Simulator package - Training - stuck on 'Connecting simulators'

Occasional Contributor

I've added a simulator package and started Train but the training never moves off 'Connecting simulators'  In the list of Simulators, my package called 'block' shows and when I start training, 5 more simulators are listed, all called 'block Unmanaged' So, instances are starting, but are flagged as 'unmanaged'?  In Azure I can see are 2 separate Azure 'Container instances' created, one with 1 container and the other with 4 containers.  I've looked at the logs of the instances and they all say 'Registered' and 'Idle' (see image attached).  So, for some reason the training doesn't seem to be able to connect to the instances.  Any advice appreciated.

 

Prior to pushing the docker image I've been able to use this image as a container and successfully train the brain using this unmanaged simulator.  The image is python:3.9-slim with the bonsai api and common added.  The Workspace and Access Key are currently set in code.

 

Attached screenshots...

 

Thanks

 

Screenshot 2020-11-20 140355.jpg

Screenshot 2020-11-20 142448.jpg

   

4 Replies

Hi @Cliff_Evans can we please have some more information. i.e workspace id, brain name, brain version information. We would need this information to look up for the simulators which are causing an issue for you. 

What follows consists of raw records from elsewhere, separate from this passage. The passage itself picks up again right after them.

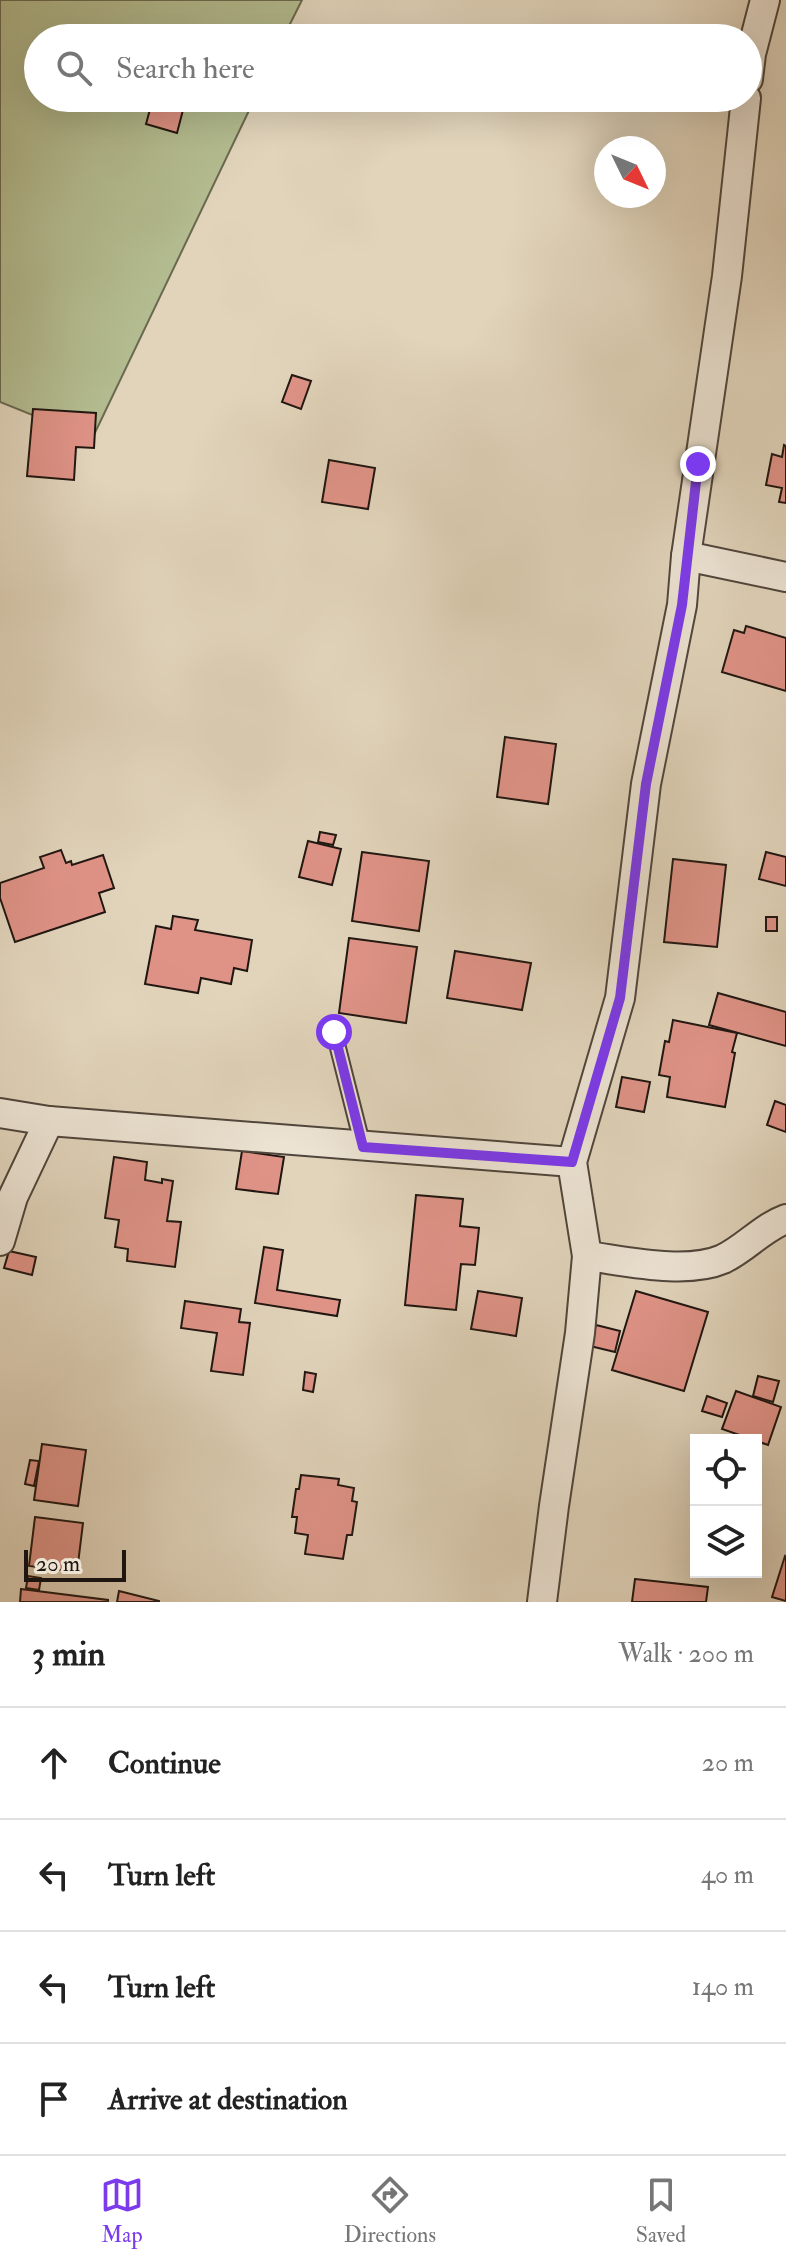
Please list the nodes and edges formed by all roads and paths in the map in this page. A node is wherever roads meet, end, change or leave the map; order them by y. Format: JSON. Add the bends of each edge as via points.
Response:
{"nodes":[{"id":1,"x":765,"y":0,"type":"edge"},
{"id":2,"x":759,"y":24,"type":"edge"},
{"id":3,"x":745,"y":112,"type":"edge"},
{"id":4,"x":686,"y":556,"type":"junction"},
{"id":5,"x":786,"y":577,"type":"edge"},
{"id":6,"x":334,"y":1032,"type":"dead end"},
{"id":7,"x":0,"y":1113,"type":"edge"},
{"id":8,"x":49,"y":1121,"type":"junction"},
{"id":9,"x":363,"y":1147,"type":"junction"},
{"id":10,"x":572,"y":1162,"type":"junction"},
{"id":11,"x":786,"y":1219,"type":"edge"},
{"id":12,"x":0,"y":1241,"type":"edge"},
{"id":13,"x":587,"y":1256,"type":"junction"},
{"id":14,"x":542,"y":1602,"type":"edge"}],
"edges":[{"from":1,"to":2,"type":"street"},
{"from":3,"to":4,"type":"street","via":[[727,276]]},
{"from":4,"to":5,"type":"street"},
{"from":4,"to":10,"type":"street","via":[[682,605],[646,784],[620,998]]},
{"from":6,"to":9,"type":"lane"},
{"from":7,"to":8,"type":"street"},
{"from":8,"to":9,"type":"street"},
{"from":8,"to":12,"type":"street","via":[[13,1197]]},
{"from":9,"to":10,"type":"street"},
{"from":10,"to":13,"type":"street"},
{"from":11,"to":13,"type":"street","via":[[720,1260],[691,1266]]},
{"from":13,"to":14,"type":"street"}]}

Hi @shivanshi thank you for your response.

 

Is still have the same problem.  To try and debug the problem I have uniquely renamed the various pieces from my original question.  The new names are shown below and new screenshots attached.

 

To recap - the issue is that I have a brain (Block) that when I attempt to Train using the managed package (BlockPackage) it unexpectedly creates multiple unmanaged simulators called 'block' and is then stuck 'Connecting simulators' and does not proceed.  I have nothing in the workspace (or repository) called 'block', but I did previously create an unmanaged simulator called 'block' when I was testing my simulator code locally - btw this testing worked and it successfully trained the brain.  It's as though the training is stuck using this unmanaged approach.  In my Inkling I have tried it with "package 'BlockPackage'" and without a package command such that I 'Select a simulator for training' - both routes produce the same issue.  Also, bizarrely the training creates two sets of instances, one with 1 container, and one with 4 containers.  When I look at the logs of any of the containers, the code is running and saying it is 'Registered' and 'Idle'.

 

My apologies in advance if I'm doing something wrong.

 

I suspect & hope, that if I delete everything and just start again it might be ok.  But I'll leave it as is for now so you can take a look.

 

Many thanks

Cliff

 

WorkspaceId: ef6cc48c-9b24-452e-9a9f-8abba5ae8d8b

Brain name: Block

Brain version: v01

Managed simulator: BlockPackage

Container registry repository: blockimage

Teach inkling for simulator:

            source simulator BlockSim(Action: SimAction, Config: SimConfig): SimState {
                # Automatically launch the simulator with this
                # registered package name.
                package "BlockPackage"
            }

 

 

Hi @shivanshi

 

I've solved the problem.  The error was mine.

 

With the intention of creating a simple simulator I used a variation of the example 'bare bones' simulator code on here https://github.com/microsoft/bonsai-common

 

But I needed to add simulator_context as shown below...
 
def get_interface(self) -> SimulatorInterface:
    # Called to retrieve the simulator interface during registration
    face = SimulatorInterface(
        name="block",
        timeout=60,
        simulator_context=config_client.simulator_context,
        )
    return face
 
Without it, the Azure/Bonsai environmental variable SIM_CONTEXT was not being read.  As this variable sets the deploymentMode and containerGroupName etc, it meant my simulator just ran in Azure as an unmanaged simulator instead.
 
Using the 'bare bones' approach I did manage to create a simulator with very few lines of code, but if I'd have build my simulator from the samples
I would have avoided the problem.  
 
Thank you.
Cliff
 

 

 

@Cliff_Evans Great! good to see, you got it working.